Um relato em tom de indignação veio da página Mogi Boladão (@mogiboladao no Instagram) - gerenciada pelo torcedor Marcelo Lima, que registra em detalhes a trajetória do time. 

“Primeiro, um time como o nosso Mogi Basquete, com a tradição e visibilidade que temos, com a torcida apaixonada que temos, com todas as conquistas obtidas, não merece passar pelo o que está passando. É muita incompetência! Os culpados? São vários. Sabemos que o problema não aconteceu agora, só foi piorando com o passar dos anos, até que chegamos nessa situação em que estamos. Não venham jogar a culpa na pandemia, que ela foi ruim todos sabemos, mas foi ruim para todos, e o que vemos são vários times se ajustando e continuando a disputar os campeonatos”, disse.

“No dia 7 deste mês em reunião com o presidente do time, Dimas Martins, com o prefeito Caio Cunha, e com o secretário de esportes da cidade, Gustavo Nogueira, ouvi da boca deles que o nosso Mogi Basquete disputaria o Campeonato Paulista e só disputaria o NBB se atingisse o valor mínimo necessário que viabilizasse nossa participação. Porém, 15 dias depois, fomos ‘surpreendidos’ com a informação de que não participaríamos do Paulista e nem do NBB”, explica. 

“O que aconteceu nesse meio tempo que mudou o planejamento e o prometido na reunião?
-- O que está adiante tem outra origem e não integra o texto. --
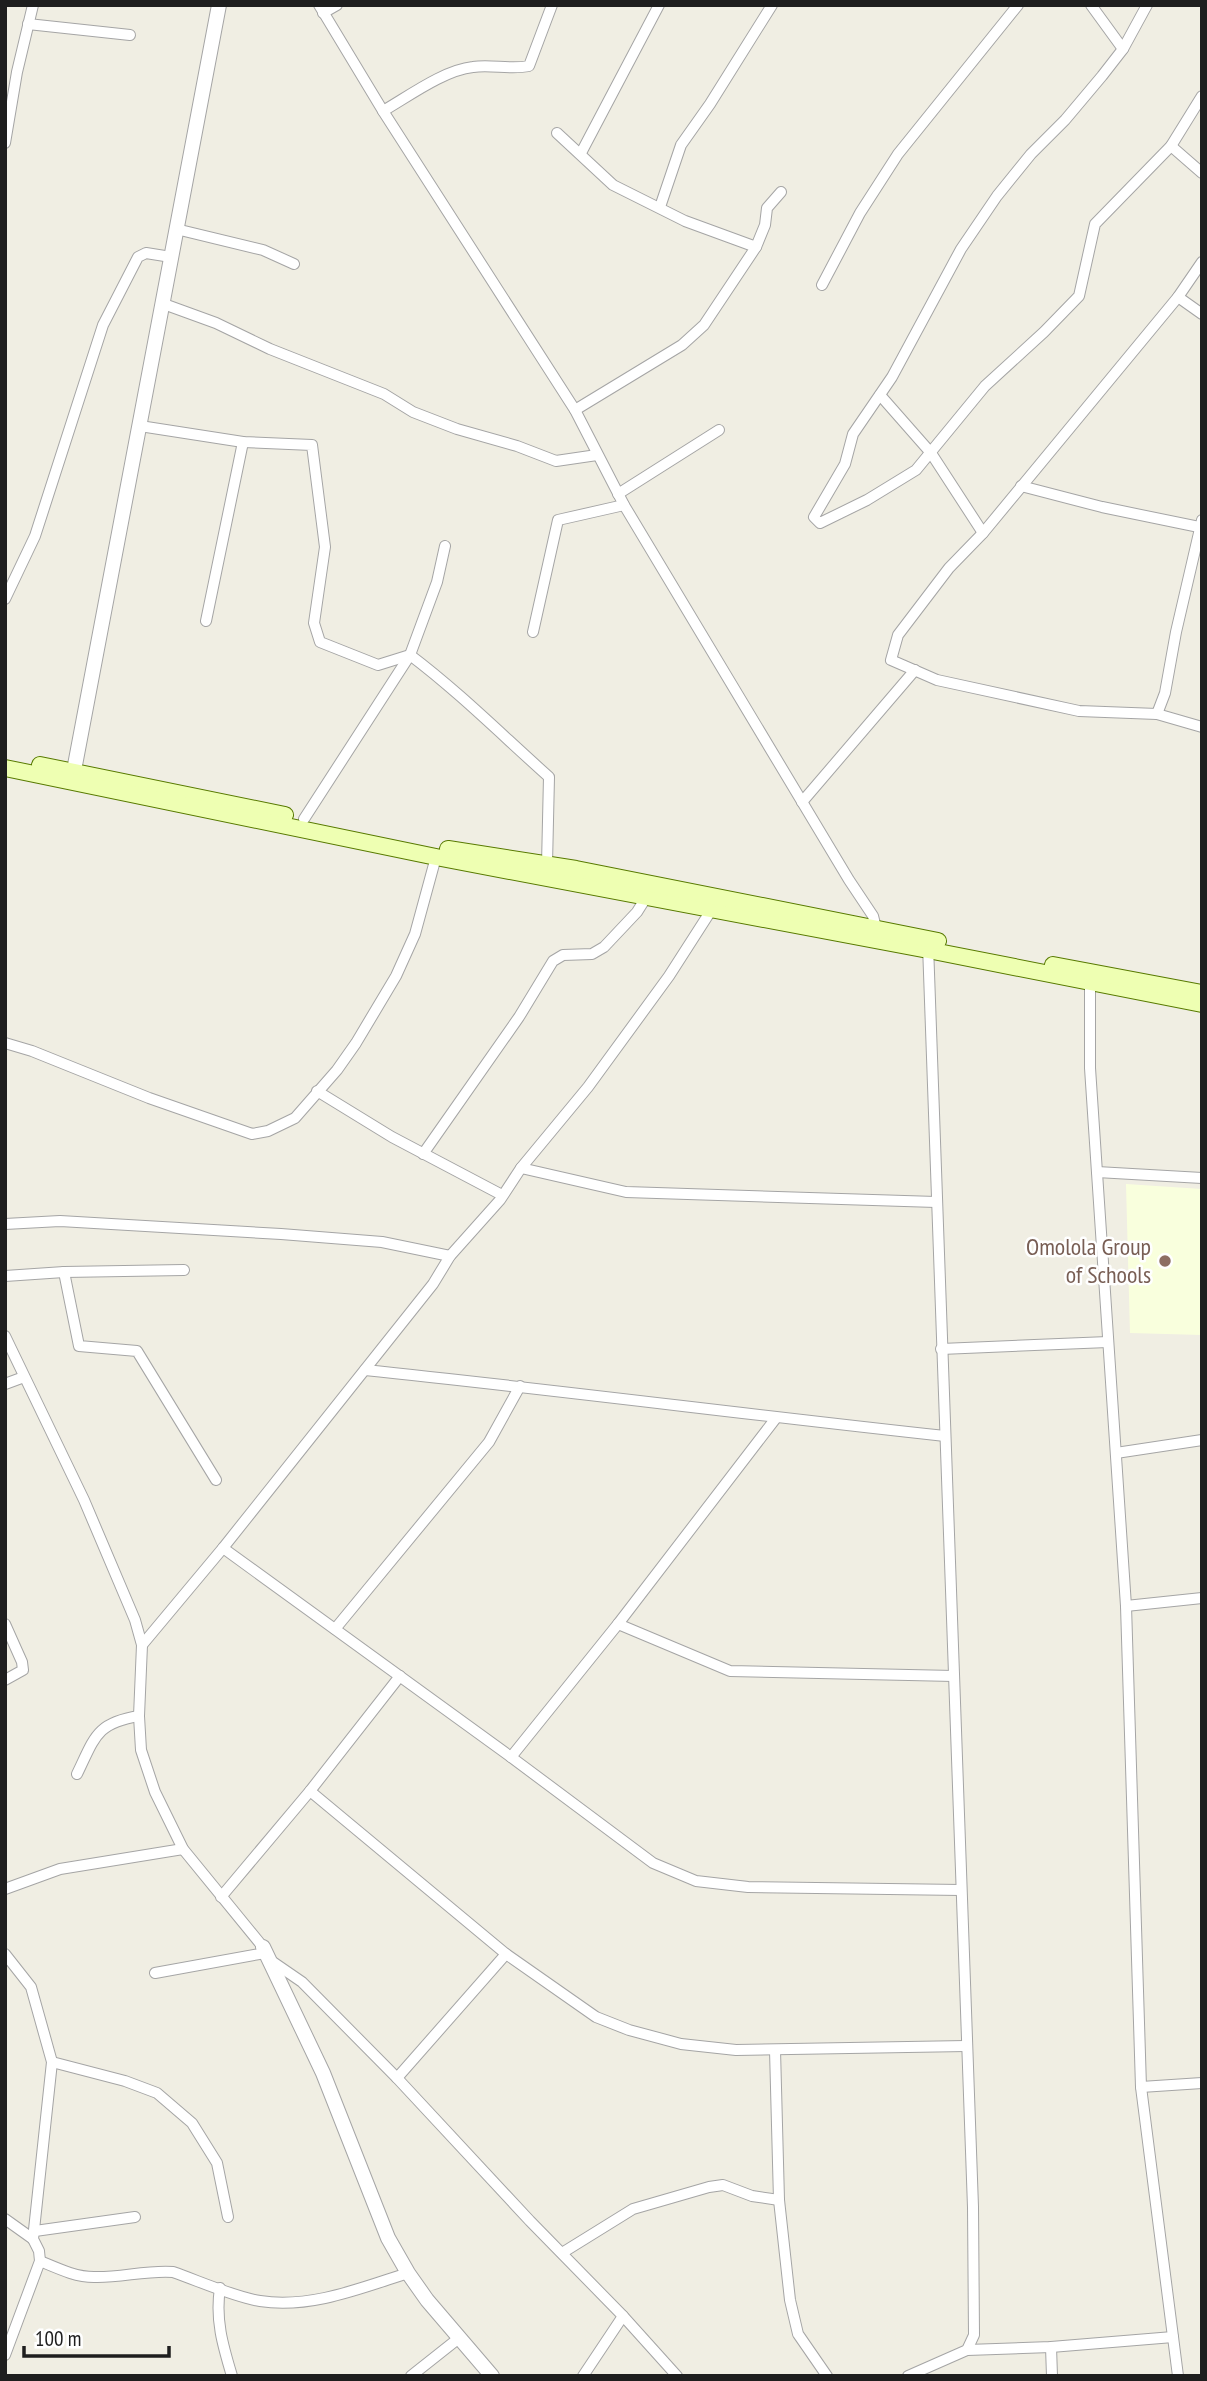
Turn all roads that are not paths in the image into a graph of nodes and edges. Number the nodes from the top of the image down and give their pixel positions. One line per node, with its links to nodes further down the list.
1 (33, 5): 11 (street)
2 (219, 5): 24 (street)
3 (337, 5): 10 (street)
4 (552, 5): 16 (street)
5 (659, 5): 20 (street)
6 (772, 5): 23 (street)
7 (1018, 5): 29 (street)
8 (1091, 5): 13 (street)
9 (1147, 5): 13 (street)
10 (321, 9): 16 (street)
11 (28, 24): 12 (street); 14 (street)
12 (130, 35)
13 (1123, 49): 33 (street)
14 (11, 71): 18 (street)
15 (1202, 96): 19 (street)
16 (383, 111): 34 (street)
17 (557, 133): 20 (street)
18 (5, 143)
19 (1171, 146): 21 (street); 38 (street)
20 (581, 153): 23 (street)
21 (1202, 173)
22 (781, 192): 25 (street)
23 (660, 207): 25 (street)
24 (176, 229): 26 (street); 28 (street)
25 (756, 247): 34 (street)
26 (171, 257): 31 (street); 46 (street)
27 (1202, 262): 30 (street)
28 (294, 264)
29 (822, 285)
30 (1178, 297): 32 (street); 40 (street)
31 (161, 303): 35 (street); 39 (street)
32 (1202, 314)
33 (880, 394): 38 (street); 38 (street)
34 (575, 410): 39 (street)
35 (140, 426): 37 (street); 55 (street)
36 (719, 430): 41 (street)
37 (243, 442): 47 (street); 49 (street)
38 (931, 453): 44 (street)
39 (597, 455): 41 (street)
40 (1021, 486): 43 (street); 44 (street)
41 (618, 494): 42 (street)
42 (624, 505): 48 (street); 56 (street)
43 (1200, 524): 51 (street)
44 (983, 533): 50 (street)
45 (445, 546): 49 (street)
46 (5, 599)
47 (206, 621)
48 (533, 632)
49 (410, 655): 57 (street); 59 (street)
50 (915, 670): 51 (street); 56 (street)
51 (1157, 714): 52 (street)
52 (1202, 727)
53 (5, 758): 55 (main road)
54 (5, 768): 55 (main road)
55 (73, 776): 57 (main road); 58 (main road)
56 (802, 802): 62 (street)
57 (303, 819): 59 (main road)
58 (436, 858): 60 (main road); 68 (street)
59 (547, 864): 62 (main road)
60 (647, 896): 61 (main road); 69 (street)
61 (712, 909): 63 (main road); 70 (street)
62 (876, 928): 63 (main road)
63 (928, 944): 64 (main road); 65 (main road); 74 (street)
64 (1090, 983): 66 (main road); 71 (street)
65 (1202, 993)
66 (1202, 1004)
67 (5, 1043): 68 (street)
68 (317, 1091): 69 (street)
69 (423, 1154): 73 (street)
70 (521, 1168): 73 (street); 74 (street)
71 (1097, 1172): 72 (street); 81 (street)
72 (1202, 1178)
73 (502, 1195): 76 (street)
74 (936, 1202): 82 (street)
75 (5, 1224): 76 (street)
76 (450, 1256): 83 (street)
77 (184, 1270): 78 (street)
78 (64, 1272): 79 (street); 91 (street)
79 (5, 1276)
80 (5, 1336): 84 (street)
81 (1108, 1342): 82 (street); 90 (street)
82 (942, 1349): 88 (street)
83 (365, 1370): 86 (street); 92 (street)
84 (24, 1377): 85 (street); 98 (street)
85 (5, 1384)
86 (520, 1386): 87 (street); 97 (street)
87 (776, 1418): 88 (street); 96 (street)
88 (945, 1436): 100 (street)
89 (1202, 1440): 90 (street)
90 (1116, 1452): 94 (street)
91 (216, 1480)
92 (223, 1548): 97 (street); 98 (street)
93 (1202, 1598): 94 (street)
94 (1126, 1606): 119 (street)
95 (5, 1624): 101 (street)
96 (618, 1624): 100 (street); 103 (street)
97 (335, 1629): 99 (street)
98 (142, 1645): 102 (street)
99 (400, 1676): 103 (street); 105 (street)
100 (954, 1676): 108 (street)
101 (5, 1680)
102 (139, 1716): 104 (street); 106 (street)
103 (511, 1757): 108 (street)
104 (77, 1774)
105 (310, 1791): 109 (street); 112 (street)
106 (183, 1849): 107 (street); 109 (street)
107 (5, 1889)
108 (961, 1890): 114 (street)
109 (221, 1897): 110 (street)
110 (266, 1953): 113 (street); 117 (street); 127 (street)
111 (5, 1954): 116 (street)
112 (506, 1954): 115 (street); 117 (street)
113 (155, 1973)
114 (966, 2046): 115 (street); 133 (street)
115 (775, 2050): 120 (street)
116 (52, 2063): 122 (street); 124 (street)
117 (397, 2078): 125 (street)
118 (1202, 2083): 119 (street)
119 (1141, 2087): 130 (street)
120 (779, 2200): 125 (street); 140 (street)
121 (135, 2217): 124 (street)
122 (228, 2217)
123 (5, 2219): 124 (street)
124 (34, 2235): 126 (street)
125 (562, 2253): 129 (street)
126 (40, 2261): 128 (street); 134 (street)
127 (408, 2273): 128 (street); 131 (street)
128 (220, 2288): 135 (street)
129 (623, 2316): 138 (street); 139 (street)
130 (1173, 2337): 132 (street); 143 (street)
131 (459, 2338): 136 (street); 137 (street)
132 (1051, 2347): 133 (street); 142 (street)
133 (967, 2350): 141 (street)
134 (5, 2355)
135 (232, 2376)
136 (411, 2376)
137 (492, 2376)
138 (583, 2376)
139 (677, 2376)
140 (827, 2376)
141 (908, 2376)
142 (1052, 2376)
143 (1178, 2376)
Novas dívidas que não haviam sido mapeadas?”, indaga.

Ele contina: “Analisando friamente, e com o coração partido, acho válido congelar os gastos (que significa não participarmos dos campeonatos na próxima temporada), e nesse tempo honrar com as dívidas que o time fez com os atletas, que mesmo com os atrasos de salários, sempre se dedicaram em quadra e merecem receber, assim como todos os outros funcionários do time. E depois desse ano sabático, voltarmos com o time adulto para a temporada 2023/24”, relata, ao citar, ainda, que não apareçam novas “dívidas não mapeadas”.
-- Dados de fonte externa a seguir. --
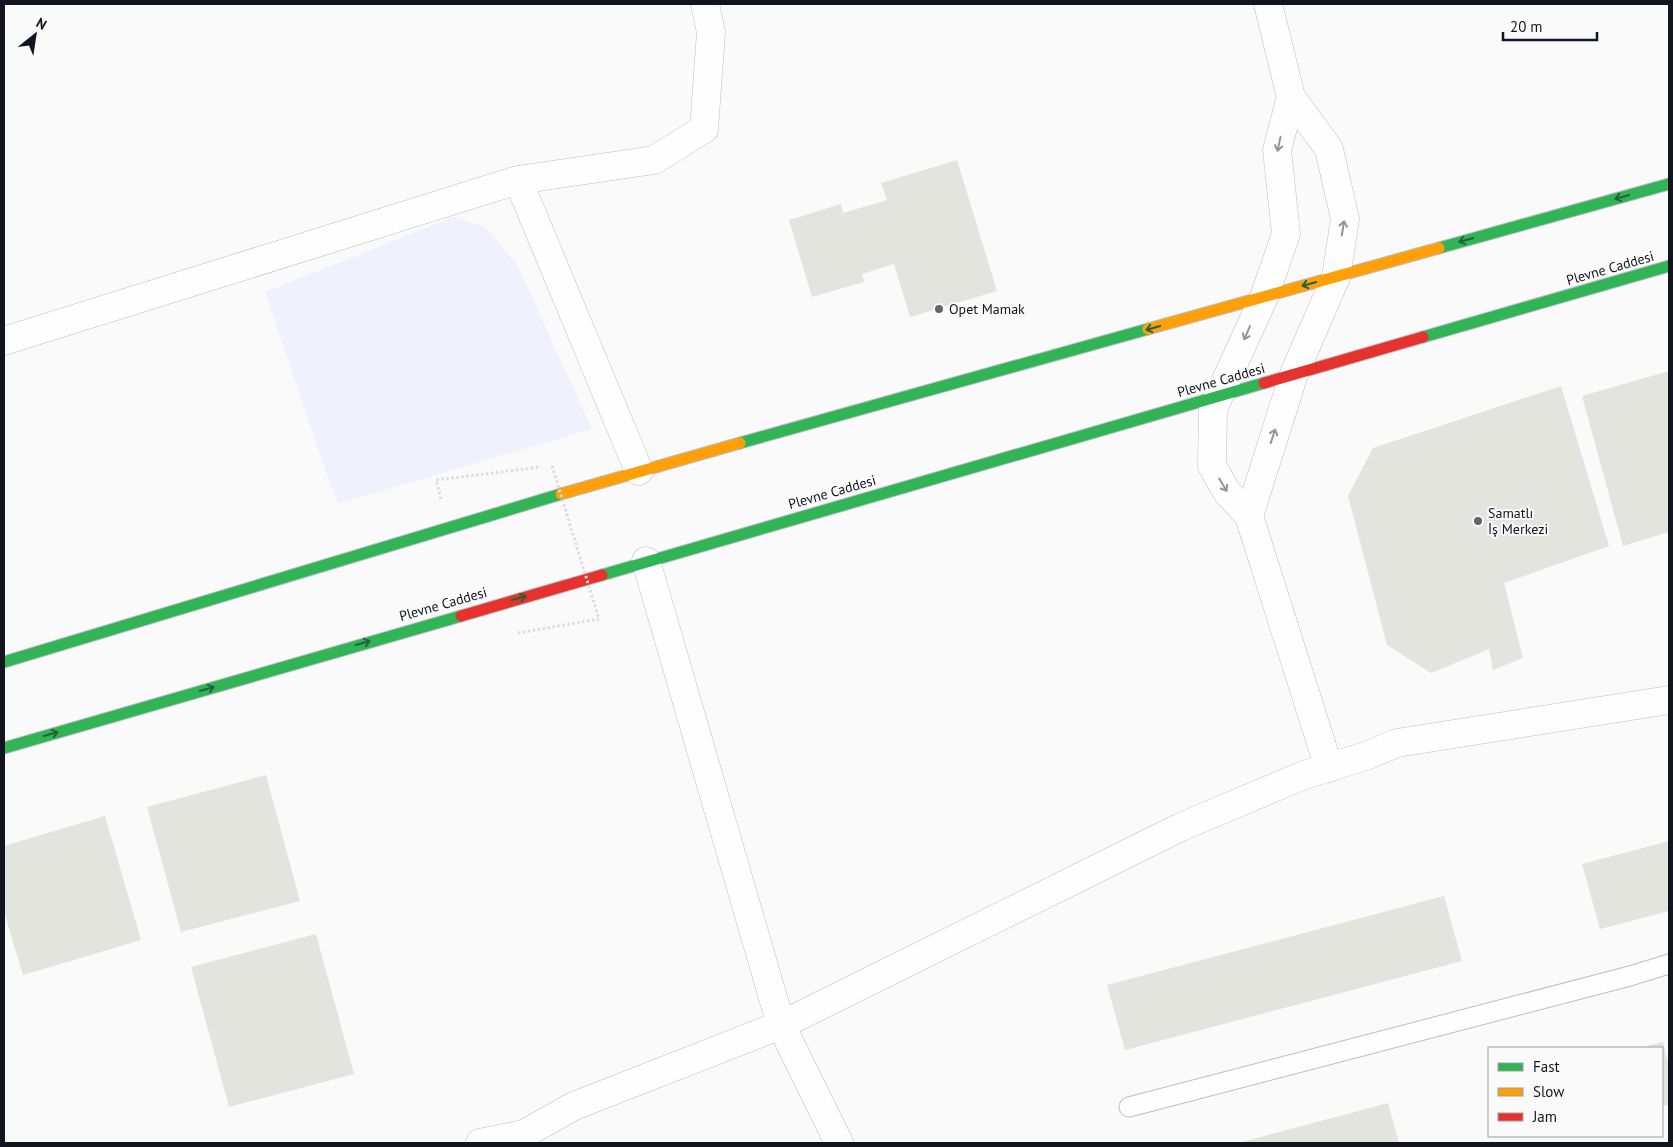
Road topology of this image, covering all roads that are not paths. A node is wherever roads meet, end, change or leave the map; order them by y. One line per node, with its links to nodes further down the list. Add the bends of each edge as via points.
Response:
1 (706, 4): 4 (street, via 711,32 704,129 654,160)
2 (1268, 4): 3 (street)
3 (1291, 97): 7 (street, one-way to 3, via 1345,219 1329,149); 8 (street, one-way to 8, via 1277,150 1286,234)
4 (518, 180): 9 (street); 12 (street)
5 (1669, 184): 7 (main road, one-way to 7)
6 (1669, 266): 10 (main road, Plevne Caddesi)
7 (1336, 277): 8 (main road, one-way to 8); 10 (street)
8 (1264, 297): 11 (street, one-way to 11); 12 (main road, one-way to 12)
9 (4, 341)
10 (1294, 374): 11 (main road, Plevne Caddesi); 13 (street, one-way to 10)
11 (1218, 396): 13 (street, one-way to 13, via 1213,409 1212,466 1227,492); 14 (main road, Plevne Caddesi)
12 (639, 471): 15 (main road)
13 (1249, 516): 18 (street)
14 (646, 561): 17 (main road, Plevne Caddesi, one-way to 14); 20 (street)
15 (4, 662)
16 (1669, 700): 18 (street, via 1398,743)
17 (4, 748)
18 (1328, 768): 20 (street, via 1182,827)
19 (1669, 964): 21 (lane)
20 (781, 1025): 22 (street, via 574,1106); 24 (street)
21 (1129, 1107)
22 (520, 1139): 23 (street)
23 (480, 1143)
24 (838, 1143)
Outro nome que sempre esteve ao lado da história do time é o do torcedor Wagner Lorijola que, inclusive, comandou a organizada Fúria. Questionado sobre como recebeu a decisão, ele respondeu de forma direta: “Nós recebemos mal”.

“Sabíamos da situação do time, mas como na última temporada disputaram com um orçamento menor, achamos que poderia ser mantido o time agora, apesar das dívidas”, contou. 

“Esperamos que possam ser solucionados todos os problemas para que tudo possa voltar mais forte. Como aconteceu em 2011, quando o time conseguiu retornar”, declara Wagner.

“Vamos contar com a base, que pode, no futuro, dar bons frutos. Estamos disputando campeonatos da base. É bom dar oportunidades”, argumentou. Por fim, ele conta que no estádio, acompanhando o time, formou uma “verdadeira família” junto aos demais torcedores e que espera que isso seja retomado logo.

 Como retornar

SAUDADE Foto de arquivo mostra torcida do Mogi Basquete reunida (Arquivo - Mogi Basquete)

Essa é a primeira pausa da equipe desde a reorganização do time, em 2011. Vale lembrar que o basquete profissional mogiano está prestes a completar três décadas de história. Soma dois títulos Paulistas e outras conquistas importantes. Na atual temporada, a equipe vai focar os trabalhos das categorias de base. 

As dívidas são motivos da pausa: “Nós herdamos uma quantia de aproximadamente R$ 1,5 milhão que precisava ser acertada, mas as contas do mês não fechavam. Tínhamos uma folha de pagamento muito maior do que conseguíamos ter de entrada e aí tivemos que fazer uma régua de pagamento, de paga um, atrasa um, paga outro, e os jogadores entraram em quadra sem receber”, disse Dimas Martins Franco Junior, presidente da associação responsável pela gestão do Mogi Basquete. 

Ele garantiu que o time já busca recursos para retornar os trabalhos da equipe adulta na próxima temporada. Faltaram cerca de R$ 200 mil mensais para manter as atividades em caixa para o trabalho da equipe adulta continuar. 

O clube não quer depender apenas da verba de patrocínios. Por isso, contratou uma consultoria para auxiliar na captação de incentivos ficais de empresas e indústrias da região. Essa é uma das principais apostas para o futuro. A venda da franquia do Mogi no NBB foi descartada.